Stored data:
____

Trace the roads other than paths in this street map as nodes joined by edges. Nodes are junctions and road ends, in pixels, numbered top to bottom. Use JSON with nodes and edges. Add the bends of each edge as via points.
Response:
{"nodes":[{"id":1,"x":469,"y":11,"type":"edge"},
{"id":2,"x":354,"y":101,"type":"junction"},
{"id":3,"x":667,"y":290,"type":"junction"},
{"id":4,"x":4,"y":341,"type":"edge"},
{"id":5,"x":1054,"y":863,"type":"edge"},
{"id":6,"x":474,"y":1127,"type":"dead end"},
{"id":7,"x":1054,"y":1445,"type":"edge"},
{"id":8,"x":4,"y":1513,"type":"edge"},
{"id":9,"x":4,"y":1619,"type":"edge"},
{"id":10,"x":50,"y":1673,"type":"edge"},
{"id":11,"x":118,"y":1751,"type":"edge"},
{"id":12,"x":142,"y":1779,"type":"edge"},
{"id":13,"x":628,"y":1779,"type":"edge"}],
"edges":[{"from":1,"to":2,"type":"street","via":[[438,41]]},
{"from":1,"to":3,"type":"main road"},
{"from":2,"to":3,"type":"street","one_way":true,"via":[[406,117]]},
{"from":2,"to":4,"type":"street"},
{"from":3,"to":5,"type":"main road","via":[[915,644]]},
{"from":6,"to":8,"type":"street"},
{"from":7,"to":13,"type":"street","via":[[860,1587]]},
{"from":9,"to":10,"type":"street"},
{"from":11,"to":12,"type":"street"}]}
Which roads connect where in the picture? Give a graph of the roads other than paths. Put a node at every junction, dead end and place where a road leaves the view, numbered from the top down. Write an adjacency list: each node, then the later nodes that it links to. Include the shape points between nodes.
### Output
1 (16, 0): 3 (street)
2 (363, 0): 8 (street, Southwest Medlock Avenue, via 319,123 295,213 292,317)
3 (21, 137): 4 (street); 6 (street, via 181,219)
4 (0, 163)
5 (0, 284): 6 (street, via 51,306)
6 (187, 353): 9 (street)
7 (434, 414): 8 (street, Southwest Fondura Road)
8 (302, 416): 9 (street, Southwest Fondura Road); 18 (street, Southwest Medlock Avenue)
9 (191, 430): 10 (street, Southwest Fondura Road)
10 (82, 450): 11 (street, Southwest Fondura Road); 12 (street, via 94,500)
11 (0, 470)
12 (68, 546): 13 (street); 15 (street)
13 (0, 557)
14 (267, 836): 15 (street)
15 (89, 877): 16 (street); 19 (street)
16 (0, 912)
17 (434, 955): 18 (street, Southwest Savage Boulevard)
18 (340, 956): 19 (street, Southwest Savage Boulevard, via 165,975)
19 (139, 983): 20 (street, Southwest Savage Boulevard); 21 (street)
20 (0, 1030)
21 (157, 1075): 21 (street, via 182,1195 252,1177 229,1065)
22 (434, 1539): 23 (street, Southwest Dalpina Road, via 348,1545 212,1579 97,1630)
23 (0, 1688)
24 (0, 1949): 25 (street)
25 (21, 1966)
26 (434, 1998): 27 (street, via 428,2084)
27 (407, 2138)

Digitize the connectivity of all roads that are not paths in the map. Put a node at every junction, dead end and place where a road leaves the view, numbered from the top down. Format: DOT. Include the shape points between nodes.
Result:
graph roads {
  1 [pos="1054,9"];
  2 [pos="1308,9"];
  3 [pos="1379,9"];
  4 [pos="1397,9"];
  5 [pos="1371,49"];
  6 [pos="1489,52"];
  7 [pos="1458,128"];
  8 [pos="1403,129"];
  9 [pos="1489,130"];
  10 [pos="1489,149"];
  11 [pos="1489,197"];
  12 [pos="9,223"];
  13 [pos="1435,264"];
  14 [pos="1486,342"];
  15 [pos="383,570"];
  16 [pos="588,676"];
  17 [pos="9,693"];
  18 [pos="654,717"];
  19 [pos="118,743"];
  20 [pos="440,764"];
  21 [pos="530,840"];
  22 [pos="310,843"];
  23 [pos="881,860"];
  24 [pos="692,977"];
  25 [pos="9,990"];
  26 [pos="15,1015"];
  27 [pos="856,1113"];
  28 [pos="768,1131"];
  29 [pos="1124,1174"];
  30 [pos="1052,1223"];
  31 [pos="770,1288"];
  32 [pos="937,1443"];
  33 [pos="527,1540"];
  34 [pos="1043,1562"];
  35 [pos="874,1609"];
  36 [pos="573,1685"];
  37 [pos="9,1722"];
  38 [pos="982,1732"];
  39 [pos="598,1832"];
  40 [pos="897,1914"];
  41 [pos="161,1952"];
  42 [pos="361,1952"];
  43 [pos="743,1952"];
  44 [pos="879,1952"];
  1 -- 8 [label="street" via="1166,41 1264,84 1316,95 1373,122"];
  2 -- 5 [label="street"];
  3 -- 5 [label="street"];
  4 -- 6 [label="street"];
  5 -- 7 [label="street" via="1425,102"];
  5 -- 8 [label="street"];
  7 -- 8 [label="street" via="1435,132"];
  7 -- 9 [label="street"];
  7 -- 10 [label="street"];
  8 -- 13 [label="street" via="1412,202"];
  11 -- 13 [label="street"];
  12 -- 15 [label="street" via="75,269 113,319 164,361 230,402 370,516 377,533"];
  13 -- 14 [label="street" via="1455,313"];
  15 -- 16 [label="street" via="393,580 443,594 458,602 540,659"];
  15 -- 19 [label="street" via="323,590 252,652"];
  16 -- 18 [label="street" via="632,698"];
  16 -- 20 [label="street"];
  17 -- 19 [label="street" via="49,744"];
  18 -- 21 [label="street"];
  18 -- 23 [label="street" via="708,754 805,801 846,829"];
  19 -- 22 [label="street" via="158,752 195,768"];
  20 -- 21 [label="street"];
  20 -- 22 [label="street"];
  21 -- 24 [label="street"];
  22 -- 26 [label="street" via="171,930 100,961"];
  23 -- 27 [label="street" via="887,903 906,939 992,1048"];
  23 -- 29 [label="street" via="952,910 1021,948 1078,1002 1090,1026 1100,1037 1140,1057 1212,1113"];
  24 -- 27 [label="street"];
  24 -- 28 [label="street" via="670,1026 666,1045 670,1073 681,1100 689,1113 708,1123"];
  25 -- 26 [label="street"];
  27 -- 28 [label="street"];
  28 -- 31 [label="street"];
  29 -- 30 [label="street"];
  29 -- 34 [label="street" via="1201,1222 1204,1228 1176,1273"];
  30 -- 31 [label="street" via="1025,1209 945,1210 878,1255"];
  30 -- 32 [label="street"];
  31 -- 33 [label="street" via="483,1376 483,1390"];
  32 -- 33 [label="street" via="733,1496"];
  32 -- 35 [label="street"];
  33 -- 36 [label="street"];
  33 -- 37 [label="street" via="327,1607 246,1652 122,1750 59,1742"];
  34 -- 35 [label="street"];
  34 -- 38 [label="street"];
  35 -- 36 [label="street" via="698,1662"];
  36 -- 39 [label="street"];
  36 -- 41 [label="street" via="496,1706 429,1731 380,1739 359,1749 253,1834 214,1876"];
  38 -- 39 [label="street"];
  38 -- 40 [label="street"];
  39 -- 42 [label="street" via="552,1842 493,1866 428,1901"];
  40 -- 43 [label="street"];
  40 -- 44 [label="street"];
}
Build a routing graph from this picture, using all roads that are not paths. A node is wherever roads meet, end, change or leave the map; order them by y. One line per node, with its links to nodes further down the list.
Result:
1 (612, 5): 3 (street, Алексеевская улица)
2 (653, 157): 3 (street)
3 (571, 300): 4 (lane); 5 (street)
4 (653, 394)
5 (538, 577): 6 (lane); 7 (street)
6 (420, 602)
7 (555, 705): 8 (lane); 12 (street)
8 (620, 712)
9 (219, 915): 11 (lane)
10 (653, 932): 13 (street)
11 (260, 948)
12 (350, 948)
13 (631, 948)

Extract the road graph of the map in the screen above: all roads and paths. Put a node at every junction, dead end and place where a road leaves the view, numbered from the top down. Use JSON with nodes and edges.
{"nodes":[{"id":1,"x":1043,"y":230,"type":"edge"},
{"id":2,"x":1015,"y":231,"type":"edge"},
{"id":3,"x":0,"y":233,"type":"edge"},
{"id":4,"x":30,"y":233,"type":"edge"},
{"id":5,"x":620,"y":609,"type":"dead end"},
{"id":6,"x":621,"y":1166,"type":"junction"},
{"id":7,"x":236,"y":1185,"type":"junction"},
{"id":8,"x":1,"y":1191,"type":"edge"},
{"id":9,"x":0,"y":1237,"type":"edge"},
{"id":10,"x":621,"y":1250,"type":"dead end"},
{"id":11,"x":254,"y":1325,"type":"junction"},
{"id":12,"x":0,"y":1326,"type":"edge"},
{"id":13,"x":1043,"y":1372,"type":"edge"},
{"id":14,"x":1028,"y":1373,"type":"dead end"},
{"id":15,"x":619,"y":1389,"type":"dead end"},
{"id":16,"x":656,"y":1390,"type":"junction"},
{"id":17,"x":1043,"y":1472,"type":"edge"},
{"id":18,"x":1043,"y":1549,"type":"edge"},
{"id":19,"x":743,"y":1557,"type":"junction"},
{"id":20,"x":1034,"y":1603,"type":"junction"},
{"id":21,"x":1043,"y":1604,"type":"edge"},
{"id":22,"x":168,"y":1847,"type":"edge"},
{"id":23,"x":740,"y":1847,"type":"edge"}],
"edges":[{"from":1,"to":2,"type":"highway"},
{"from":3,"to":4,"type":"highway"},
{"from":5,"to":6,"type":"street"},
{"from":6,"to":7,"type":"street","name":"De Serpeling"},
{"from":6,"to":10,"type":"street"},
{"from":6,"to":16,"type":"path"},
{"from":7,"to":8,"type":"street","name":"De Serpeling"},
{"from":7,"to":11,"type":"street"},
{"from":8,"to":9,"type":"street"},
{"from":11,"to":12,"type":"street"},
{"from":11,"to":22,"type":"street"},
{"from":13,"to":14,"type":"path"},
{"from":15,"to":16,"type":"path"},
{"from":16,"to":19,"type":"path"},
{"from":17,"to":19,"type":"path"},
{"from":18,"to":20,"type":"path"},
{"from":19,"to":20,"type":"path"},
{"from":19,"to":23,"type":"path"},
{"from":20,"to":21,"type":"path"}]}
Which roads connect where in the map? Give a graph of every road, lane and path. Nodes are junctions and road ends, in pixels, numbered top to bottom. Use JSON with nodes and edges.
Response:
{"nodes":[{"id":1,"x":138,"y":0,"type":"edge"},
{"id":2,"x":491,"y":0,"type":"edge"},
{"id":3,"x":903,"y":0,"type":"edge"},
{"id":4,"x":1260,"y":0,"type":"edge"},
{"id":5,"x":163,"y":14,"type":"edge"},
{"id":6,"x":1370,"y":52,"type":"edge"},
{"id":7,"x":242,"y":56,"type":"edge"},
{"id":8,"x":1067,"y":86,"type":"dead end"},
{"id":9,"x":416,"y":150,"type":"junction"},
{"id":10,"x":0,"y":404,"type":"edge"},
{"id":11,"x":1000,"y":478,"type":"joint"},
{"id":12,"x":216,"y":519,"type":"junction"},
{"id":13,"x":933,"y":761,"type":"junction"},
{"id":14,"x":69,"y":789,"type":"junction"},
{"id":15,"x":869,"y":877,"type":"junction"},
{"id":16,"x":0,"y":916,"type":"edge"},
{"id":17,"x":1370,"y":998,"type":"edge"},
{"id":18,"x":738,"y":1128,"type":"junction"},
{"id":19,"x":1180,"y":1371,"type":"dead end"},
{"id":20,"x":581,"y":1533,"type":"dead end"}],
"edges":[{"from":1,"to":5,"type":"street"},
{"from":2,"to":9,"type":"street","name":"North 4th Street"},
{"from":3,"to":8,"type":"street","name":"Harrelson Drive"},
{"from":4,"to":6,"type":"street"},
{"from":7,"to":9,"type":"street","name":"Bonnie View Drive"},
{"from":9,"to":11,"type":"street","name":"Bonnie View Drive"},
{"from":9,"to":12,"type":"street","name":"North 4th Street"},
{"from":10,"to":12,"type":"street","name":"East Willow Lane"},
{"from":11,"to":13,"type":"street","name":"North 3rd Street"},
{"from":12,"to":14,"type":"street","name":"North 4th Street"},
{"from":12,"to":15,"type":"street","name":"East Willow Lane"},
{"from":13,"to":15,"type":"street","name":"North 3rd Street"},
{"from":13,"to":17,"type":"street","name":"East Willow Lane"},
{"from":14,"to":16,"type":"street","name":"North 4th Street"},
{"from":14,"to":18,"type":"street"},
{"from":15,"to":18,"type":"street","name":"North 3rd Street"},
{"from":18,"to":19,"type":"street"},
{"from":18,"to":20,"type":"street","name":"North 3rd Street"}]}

____

ABOUT THIS TASK → Your answer should be a single number: the count of lines above that contain the word "Willow".

SOLVED PROBLEM → 3